[Dataset content — start]

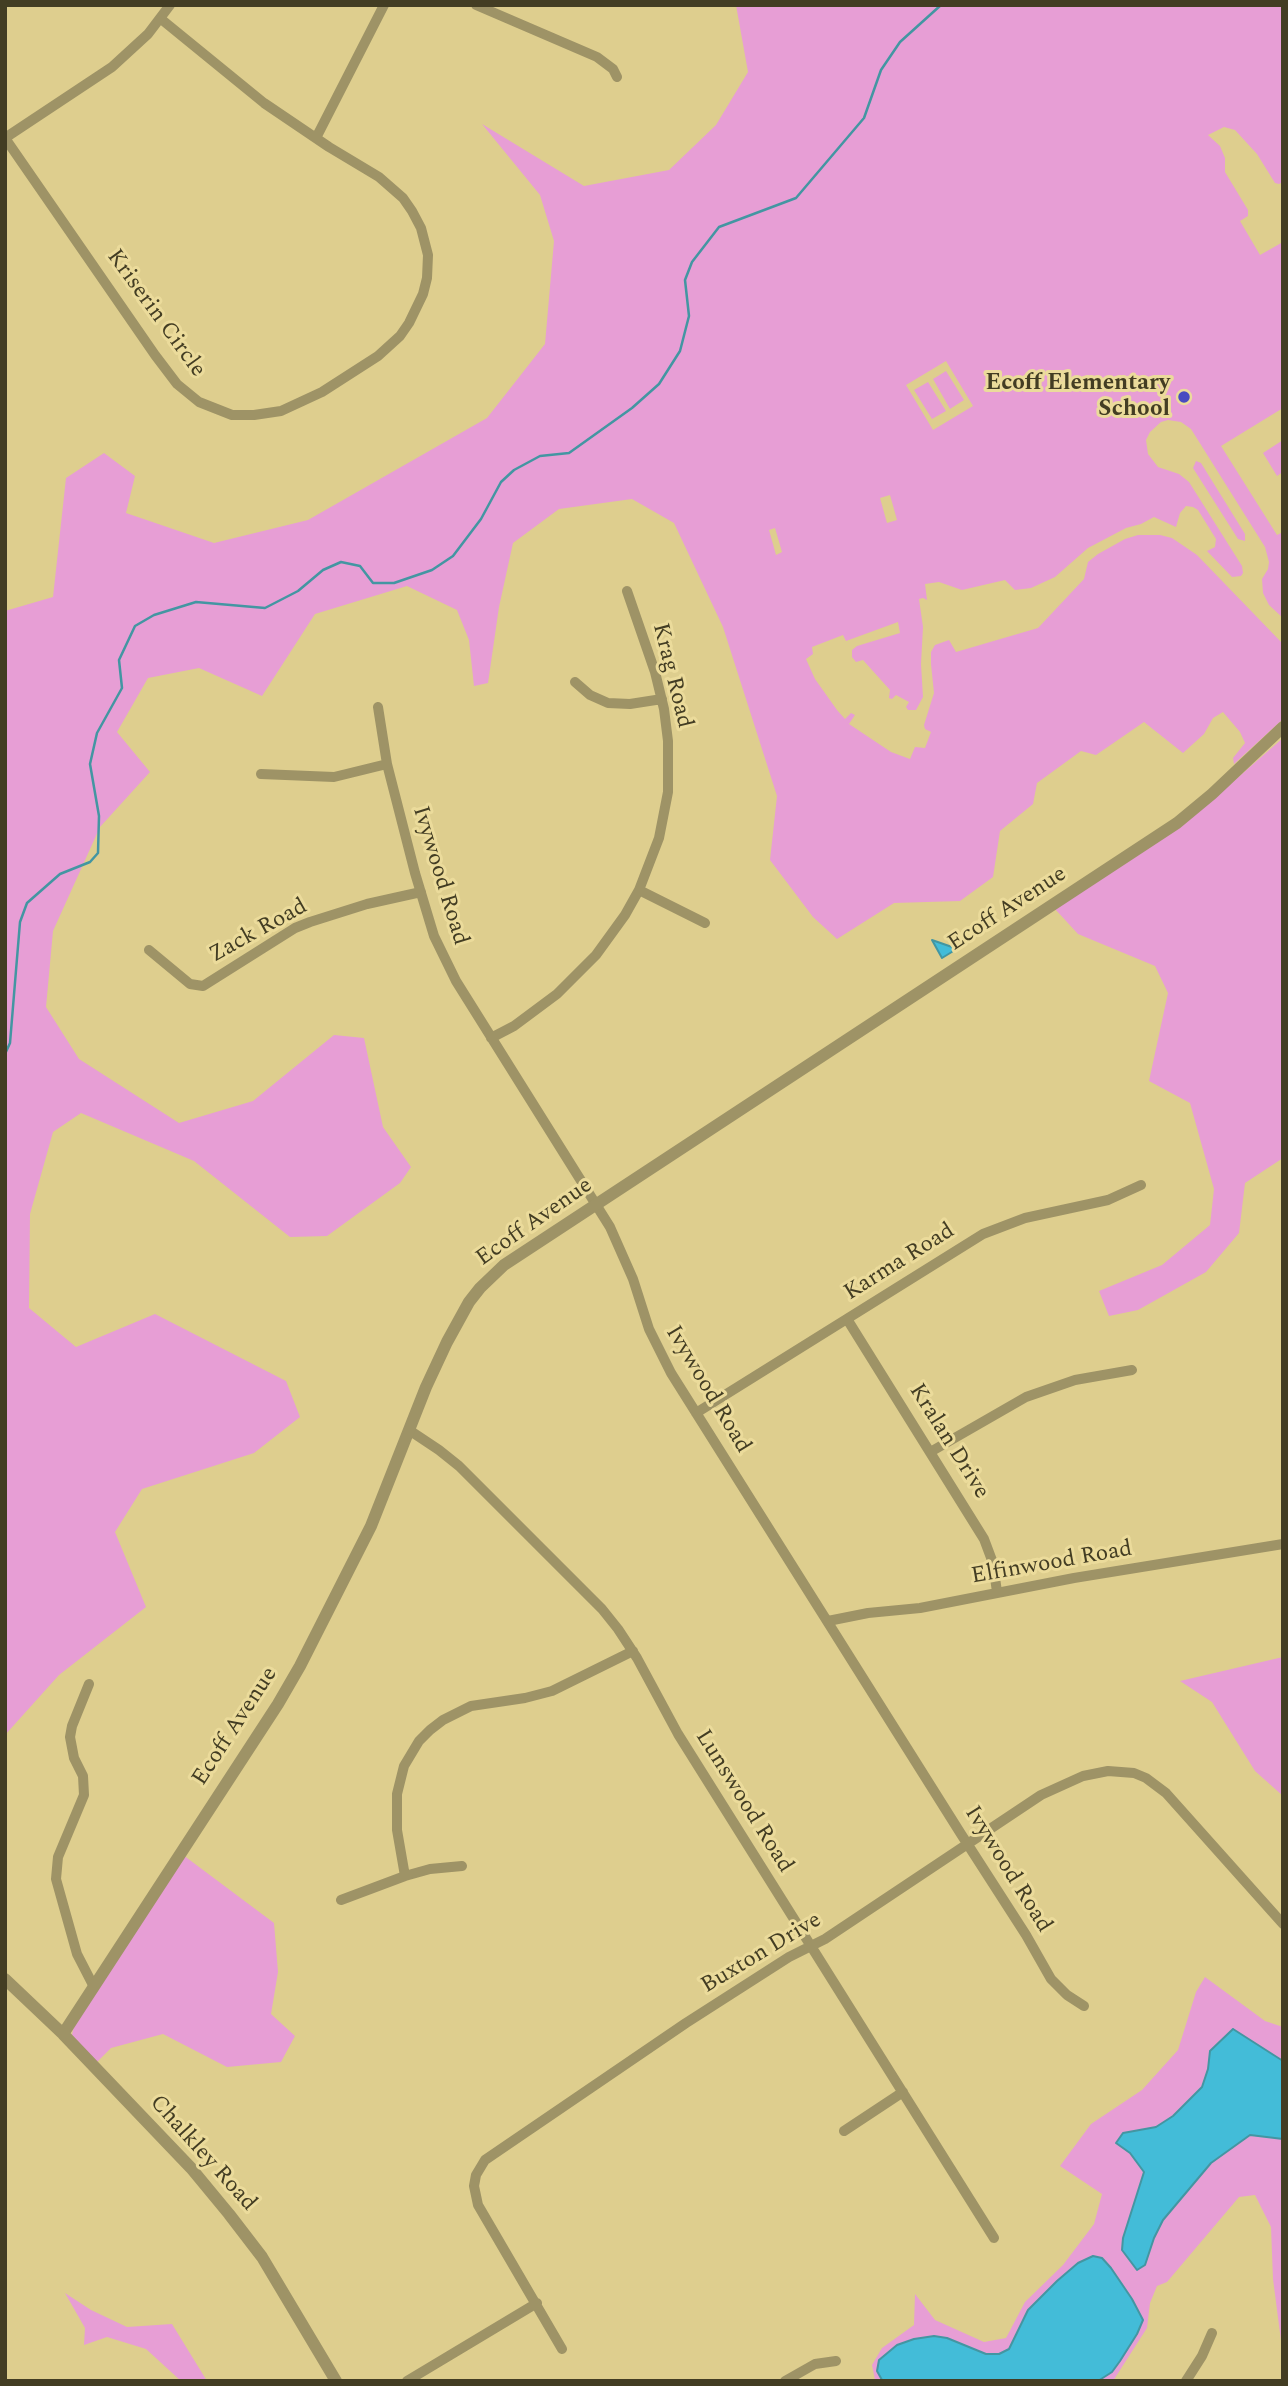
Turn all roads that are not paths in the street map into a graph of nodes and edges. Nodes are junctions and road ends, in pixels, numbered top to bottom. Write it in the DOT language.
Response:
graph roads {
  1 [pos="170,5"];
  2 [pos="384,5"];
  3 [pos="476,5"];
  4 [pos="161,19"];
  5 [pos="617,77"];
  6 [pos="5,138"];
  7 [pos="316,138"];
  8 [pos="627,591"];
  9 [pos="575,682"];
  10 [pos="662,699"];
  11 [pos="378,707"];
  12 [pos="1283,727"];
  13 [pos="387,764"];
  14 [pos="261,774"];
  15 [pos="639,890"];
  16 [pos="421,892"];
  17 [pos="705,923"];
  18 [pos="149,950"];
  19 [pos="491,1038"];
  20 [pos="1141,1185"];
  21 [pos="597,1204"];
  22 [pos="847,1319"];
  23 [pos="1132,1370"];
  24 [pos="696,1413"];
  25 [pos="409,1430"];
  26 [pos="932,1451"];
  27 [pos="1283,1544"];
  28 [pos="997,1592"];
  29 [pos="828,1621"];
  30 [pos="633,1651"];
  31 [pos="89,1684"];
  32 [pos="967,1844"];
  33 [pos="462,1866"];
  34 [pos="405,1876"];
  35 [pos="341,1900"];
  36 [pos="1283,1924"];
  37 [pos="811,1946"];
  38 [pos="5,1979"];
  39 [pos="94,1987"];
  40 [pos="1084,2006"];
  41 [pos="63,2034"];
  42 [pos="903,2092"];
  43 [pos="844,2132"];
  44 [pos="994,2238"];
  45 [pos="537,2304"];
  46 [pos="1212,2333"];
  47 [pos="562,2349"];
  48 [pos="836,2361"];
  49 [pos="336,2381"];
  50 [pos="407,2381"];
  51 [pos="786,2381"];
  52 [pos="1186,2381"];
  1 -- 4 [label="street"];
  2 -- 7 [label="street"];
  3 -- 5 [label="street"];
  4 -- 6 [label="street"];
  4 -- 7 [label="street, Kriserin Circle"];
  6 -- 7 [label="street, Kriserin Circle"];
  8 -- 10 [label="street, Krag Road"];
  9 -- 10 [label="street"];
  10 -- 15 [label="street, Krag Road"];
  11 -- 13 [label="street, Ivywood Road"];
  12 -- 21 [label="street, Ecoff Avenue"];
  13 -- 14 [label="street"];
  13 -- 16 [label="street, Ivywood Road"];
  15 -- 17 [label="street"];
  15 -- 19 [label="street, Krag Road"];
  16 -- 18 [label="street, Zack Road"];
  16 -- 19 [label="street, Ivywood Road"];
  19 -- 21 [label="street, Ivywood Road"];
  20 -- 22 [label="street, Karma Road"];
  21 -- 24 [label="street, Ivywood Road"];
  21 -- 25 [label="street, Ecoff Avenue"];
  22 -- 24 [label="street, Karma Road"];
  22 -- 26 [label="street, Kralan Drive"];
  23 -- 26 [label="street"];
  24 -- 29 [label="street, Ivywood Road"];
  25 -- 30 [label="street, Lunswood Road"];
  25 -- 39 [label="street, Ecoff Avenue"];
  26 -- 28 [label="street, Kralan Drive"];
  27 -- 28 [label="street, Elfinwood Road"];
  28 -- 29 [label="street, Elfinwood Road"];
  29 -- 32 [label="street, Ivywood Road"];
  30 -- 34 [label="street"];
  30 -- 37 [label="street, Lunswood Road"];
  31 -- 39 [label="street"];
  32 -- 36 [label="street, Buxton Drive"];
  32 -- 37 [label="street, Buxton Drive"];
  32 -- 40 [label="street, Ivywood Road"];
  33 -- 34 [label="street"];
  34 -- 35 [label="street"];
  37 -- 42 [label="street, Lunswood Road"];
  37 -- 45 [label="street, Buxton Drive"];
  38 -- 41 [label="street, Chalkley Road"];
  39 -- 41 [label="street, Ecoff Avenue"];
  41 -- 49 [label="street, Chalkley Road"];
  42 -- 43 [label="street"];
  42 -- 44 [label="street, Lunswood Road"];
  45 -- 47 [label="street, Buxton Drive"];
  45 -- 50 [label="street"];
  46 -- 52 [label="street"];
  48 -- 51 [label="street"];
}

[Dataset content — finish]

### Problem to solve
Read the lines above. Gather those in which the string "Circle" is found.

### Output
  4 -- 7 [label="street, Kriserin Circle"];
  6 -- 7 [label="street, Kriserin Circle"];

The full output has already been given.